Colts have coach, slot will travel

June 03, 1994|By Ken Murray | Ken Murray,Sun Staff Writer

Don Matthews gave Byron Williams a job in the Canadian Football League seven years ago. Then he gave Williams a nickname.

The nickname stuck, the job didn't.

Four jobs later, they're together again. This time, it's in Baltimore, where Matthews is putting together the CFL Colts, and Williams -- B. K. now -- is a mercurial slot back who can stretch a defense beyond its elasticity.

Theirs is a unique relationship. Some have likened it to father-son. At the least, there is a mutual and lasting respect.

One way or another, wherever Matthews goes as a coach, Williams is almost certain to follow. The two have been on the same team five times, from the British Columbia Lions through the Edmonton Eskimos, Orlando Thunder, Saskatchewan Roughriders and Colts.

"I joke I ought to claim him on my income tax," Matthews said.

Said Williams: "I can go to him and talk about anything. He's like a father figure in a way. We're real compatible. [But] if I wasn't the type athlete he wanted, I wouldn't be on any team with him."

Williams, a native of Texarkana, Texas, took the long road to Canada to find Matthews.
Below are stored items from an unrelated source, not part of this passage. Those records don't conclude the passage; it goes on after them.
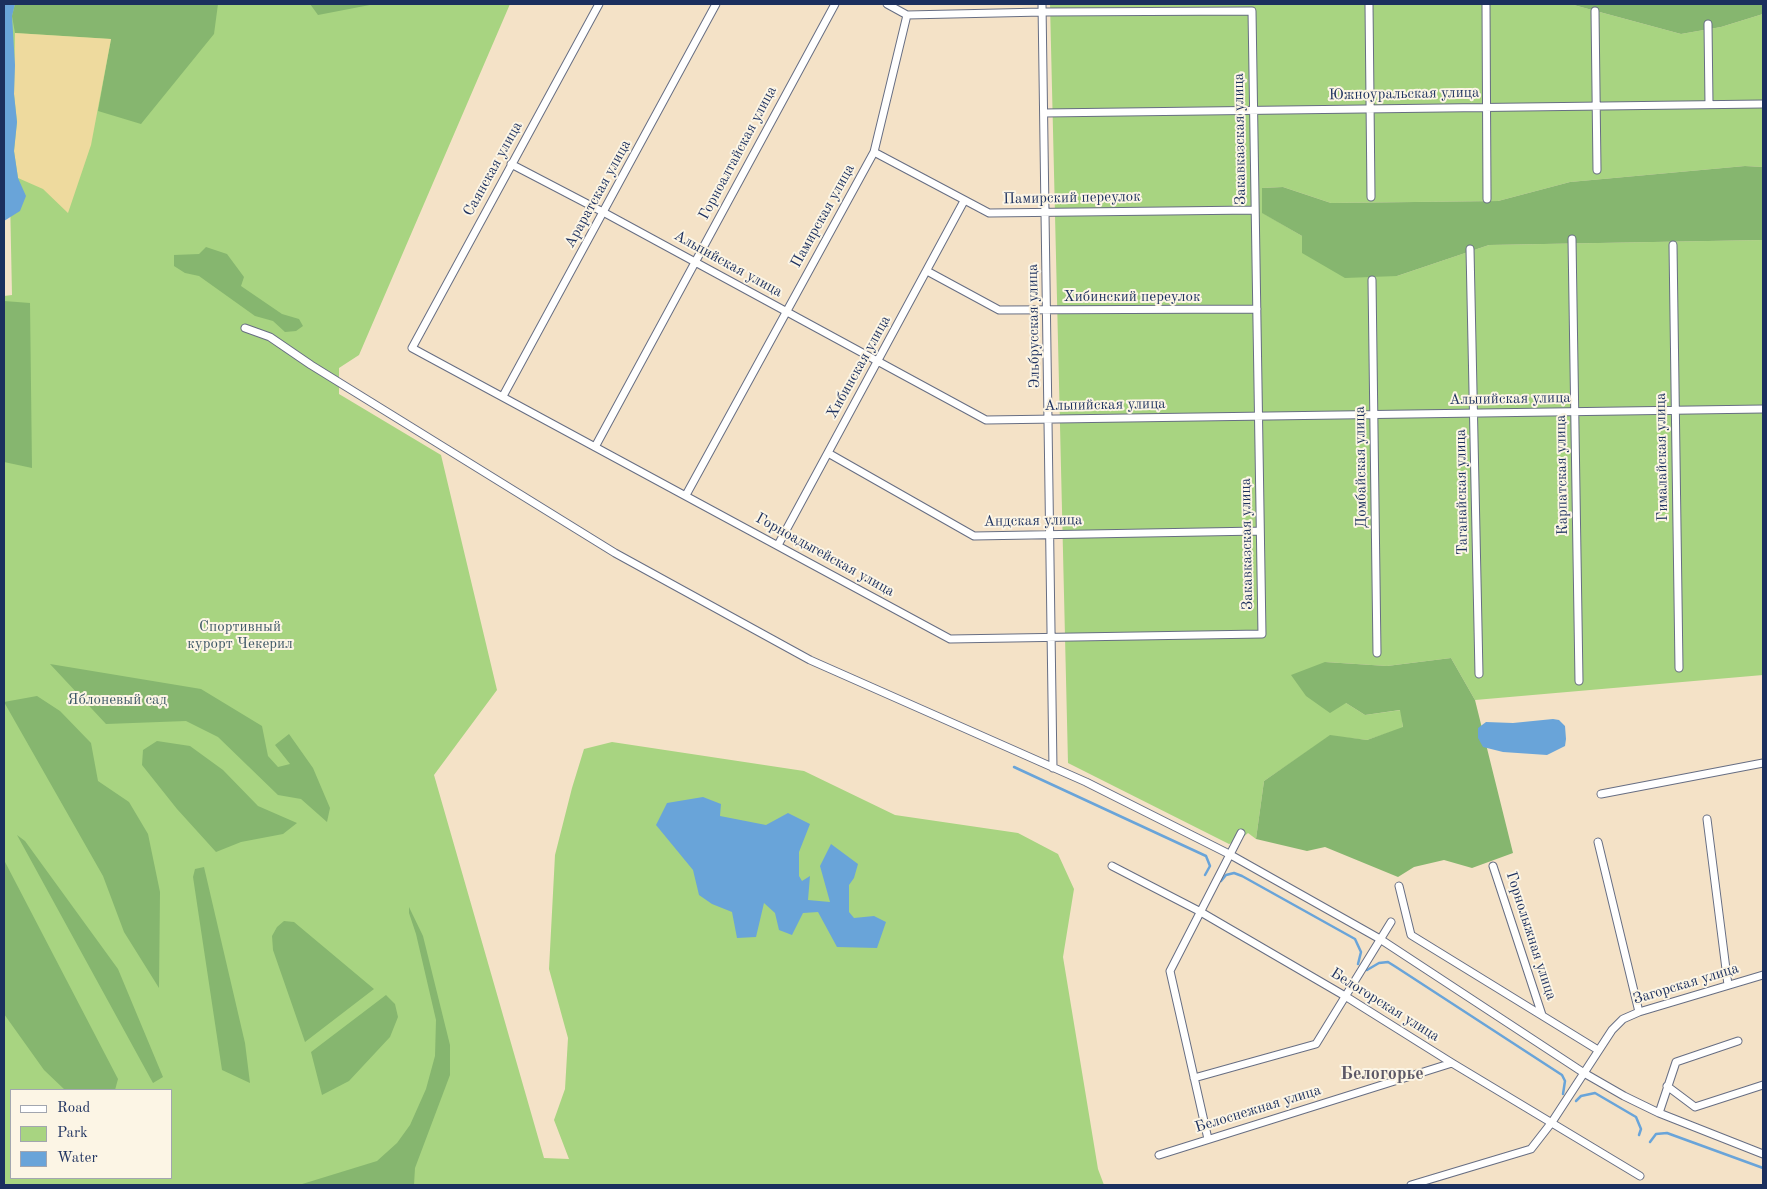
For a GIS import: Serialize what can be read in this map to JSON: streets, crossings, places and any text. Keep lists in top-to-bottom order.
{
  "streets": {
    "street": [
      "Южноуральская улица",
      "Закавказская улица",
      "Горноалтайская улица",
      "Саянская улица",
      "Араратская улица",
      "Памирский переулок",
      "Памирская улица",
      "Альпийская улица",
      "Хибинский переулок",
      "Эльбрусская улица",
      "Хибинская улица",
      "Гималайская улица",
      "Домбайская улица",
      "Карпатская улица",
      "Таганайская улица",
      "Андская улица",
      "Горноадыгейская улица",
      "Горнолыжная улица",
      "Загорская улица",
      "Белогорская улица",
      "Белоснежная улица"
    ]
  },
  "crossings": [
    ["Южноуральская улица", "Закавказская улица"],
    ["Южноуральская улица", "Эльбрусская улица"],
    ["Закавказская улица", "Памирский переулок"],
    ["Закавказская улица", "Памирская улица"],
    ["Закавказская улица", "Альпийская улица"],
    ["Закавказская улица", "Хибинский переулок"],
    ["Закавказская улица", "Эльбрусская улица"],
    ["Закавказская улица", "Андская улица"],
    ["Закавказская улица", "Горноадыгейская улица"],
    ["Горноалтайская улица", "Альпийская улица"],
    ["Горноалтайская улица", "Горноадыгейская улица"],
    ["Саянская улица", "Альпийская улица"],
    ["Саянская улица", "Горноадыгейская улица"],
    ["Араратская улица", "Альпийская улица"],
    ["Араратская улица", "Горноадыгейская улица"],
    ["Памирский переулок", "Памирская улица"],
    ["Памирский переулок", "Эльбрусская улица"],
    ["Памирский переулок", "Хибинская улица"],
    ["Памирская улица", "Альпийская улица"],
    ["Памирская улица", "Горноадыгейская улица"],
    ["Альпийская улица", "Эльбрусская улица"],
    ["Альпийская улица", "Хибинская улица"],
    ["Альпийская улица", "Гималайская улица"],
    ["Альпийская улица", "Домбайская улица"],
    ["Альпийская улица", "Карпатская улица"],
    ["Альпийская улица", "Таганайская улица"],
    ["Хибинский переулок", "Эльбрусская улица"],
    ["Хибинский переулок", "Хибинская улица"],
    ["Эльбрусская улица", "Андская улица"],
    ["Эльбрусская улица", "Горноадыгейская улица"],
    ["Хибинская улица", "Андская улица"],
    ["Хибинская улица", "Горноадыгейская улица"],
    ["Горнолыжная улица", "Загорская улица"],
    ["Загорская улица", "Белогорская улица"],
    ["Белогорская улица", "Белоснежная улица"]
  ],
  "districts": ["Белогорье"],
  "parks": ["Спортивный курорт Чекерил", "Яблоневый сад"],
  "legend": ["Road", "Park", "Water"]
}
He was a world-class athlete at the University of Texas-Arlington in the early 1980s. He passed briefly through the Green Bay Packers and Philadelphia Eagles before winning a wide receiver job with the New York Giants late in 1983.

Williams -- Byron then -- was a deep threat on the juggernaut Bill Parcells was assembling. In three years with the Giants, he averaged 18.6 yards a catch.

But by 1986, he had a falling-out over a contract. Williams thought he had an agreement for a base salary of $200,000. The Giants wanted to pay him $125,000. Williams sat out the year -- and missed the Giants' first Super Bowl title -- over $75,000.

"I got bitter about that," Williams said of the contract dispute. "Looking back, I was kind of hot-headed. I sat out all of '86. They called three times to ask if I'd come back. Being dumb, I brushed them off."

On deck, Canada. The connection to Matthews was made through a college teammate, Roy Dewalt, who played in the CFL. Williams joined Matthews in 1987 at British Columbia and averaged 17 yards a catch. Armed with a big-play weapon, Matthews wanted an appropriate nickname.

"Don said, 'We've got to call you something else,' " Williams said. "I said I signed my checks Byron K. Williams. He said, 'That's it -- B. K.' The name stuck."

Matthews was fired after the 1987 season when a new general manager took control of the Lions. Williams played four more games at British Columbia, then joined his father figure in Edmonton a year later, where Matthews was defensive coordinator. He was traded to Ottawa in training camp.

Next, Williams and Matthews hooked up in Orlando with the World League in 1991. Playing in the slot instead of lined up wide, Williams led the league with 11 touchdown catches.

And when Matthews took the head coaching job in Saskatchewan in the middle of the 1991 season, one of his first moves was -- what else? -- to recruit his favorite receiver.

"He's always been productive with me," Matthews said. "I like his speed. I tell him to run fast, catch the ball or go home. That's the bottom line with everybody."

Even at age 33, Williams has maintained blazing speed. He said he ran a 4.38 on artificial turf before camp and once ran a 4.23. He has a lean, muscular build and stays in shape year-round.

As fate would have it, Williams had an escape clause in his contract this year that allowed him to leave Saskatchewan and rejoin Matthews. Matthews' plan is to move Williams to a slot position and get him the ball more often.

Even though they have a unique relationship, Williams says he does not receive preferential treatment.

"Don doesn't cut me any slack," he said. "In fact, he's harder on me than anybody else. He fined me once $99 -- the biggest fine he ever gave anybody -- for missing a walk-through. He uses me as an example."

It's a relationship that has stood the test of time.

"I guess he likes my work habits," Williams said, "and I like his coaching style."